Work task →
Each entry needs to be restated exactly as written.

Available data →
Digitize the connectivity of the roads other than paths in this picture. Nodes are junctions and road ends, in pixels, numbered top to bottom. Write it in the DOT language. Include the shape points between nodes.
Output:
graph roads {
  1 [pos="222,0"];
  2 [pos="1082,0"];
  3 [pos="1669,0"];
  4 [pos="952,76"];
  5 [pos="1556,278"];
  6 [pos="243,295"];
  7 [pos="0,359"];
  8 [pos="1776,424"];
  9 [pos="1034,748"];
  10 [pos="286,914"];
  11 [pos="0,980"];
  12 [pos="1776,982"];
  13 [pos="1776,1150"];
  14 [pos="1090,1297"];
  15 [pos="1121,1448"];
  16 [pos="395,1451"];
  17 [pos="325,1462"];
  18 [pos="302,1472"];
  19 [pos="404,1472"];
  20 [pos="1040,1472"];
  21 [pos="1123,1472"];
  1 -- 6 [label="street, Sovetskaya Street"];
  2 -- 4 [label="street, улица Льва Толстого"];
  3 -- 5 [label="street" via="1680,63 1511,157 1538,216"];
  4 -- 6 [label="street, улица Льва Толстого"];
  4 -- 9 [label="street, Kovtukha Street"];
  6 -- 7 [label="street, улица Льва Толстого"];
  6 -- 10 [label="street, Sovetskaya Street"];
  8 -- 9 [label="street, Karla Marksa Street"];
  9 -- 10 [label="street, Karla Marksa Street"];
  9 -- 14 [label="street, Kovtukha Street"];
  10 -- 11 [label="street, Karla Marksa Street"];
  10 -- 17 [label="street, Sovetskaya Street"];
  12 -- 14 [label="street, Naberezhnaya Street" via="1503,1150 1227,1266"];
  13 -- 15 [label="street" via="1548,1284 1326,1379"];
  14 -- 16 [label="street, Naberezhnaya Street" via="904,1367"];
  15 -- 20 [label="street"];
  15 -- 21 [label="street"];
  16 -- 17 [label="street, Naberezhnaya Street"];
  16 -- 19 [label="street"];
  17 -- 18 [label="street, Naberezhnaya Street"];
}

Solution to the exercise →
Digitize the connectivity of the roads other than paths in this picture. Nodes are junctions and road ends, in pixels, numbered top to bottom. Write it in the DOT language. Include the shape points between nodes.
Output:
graph roads {
  1 [pos="222,0"];
  2 [pos="1082,0"];
  3 [pos="1669,0"];
  4 [pos="952,76"];
  5 [pos="1556,278"];
  6 [pos="243,295"];
  7 [pos="0,359"];
  8 [pos="1776,424"];
  9 [pos="1034,748"];
  10 [pos="286,914"];
  11 [pos="0,980"];
  12 [pos="1776,982"];
  13 [pos="1776,1150"];
  14 [pos="1090,1297"];
  15 [pos="1121,1448"];
  16 [pos="395,1451"];
  17 [pos="325,1462"];
  18 [pos="302,1472"];
  19 [pos="404,1472"];
  20 [pos="1040,1472"];
  21 [pos="1123,1472"];
  1 -- 6 [label="street, Sovetskaya Street"];
  2 -- 4 [label="street, улица Льва Толстого"];
  3 -- 5 [label="street" via="1680,63 1511,157 1538,216"];
  4 -- 6 [label="street, улица Льва Толстого"];
  4 -- 9 [label="street, Kovtukha Street"];
  6 -- 7 [label="street, улица Льва Толстого"];
  6 -- 10 [label="street, Sovetskaya Street"];
  8 -- 9 [label="street, Karla Marksa Street"];
  9 -- 10 [label="street, Karla Marksa Street"];
  9 -- 14 [label="street, Kovtukha Street"];
  10 -- 11 [label="street, Karla Marksa Street"];
  10 -- 17 [label="street, Sovetskaya Street"];
  12 -- 14 [label="street, Naberezhnaya Street" via="1503,1150 1227,1266"];
  13 -- 15 [label="street" via="1548,1284 1326,1379"];
  14 -- 16 [label="street, Naberezhnaya Street" via="904,1367"];
  15 -- 20 [label="street"];
  15 -- 21 [label="street"];
  16 -- 17 [label="street, Naberezhnaya Street"];
  16 -- 19 [label="street"];
  17 -- 18 [label="street, Naberezhnaya Street"];
}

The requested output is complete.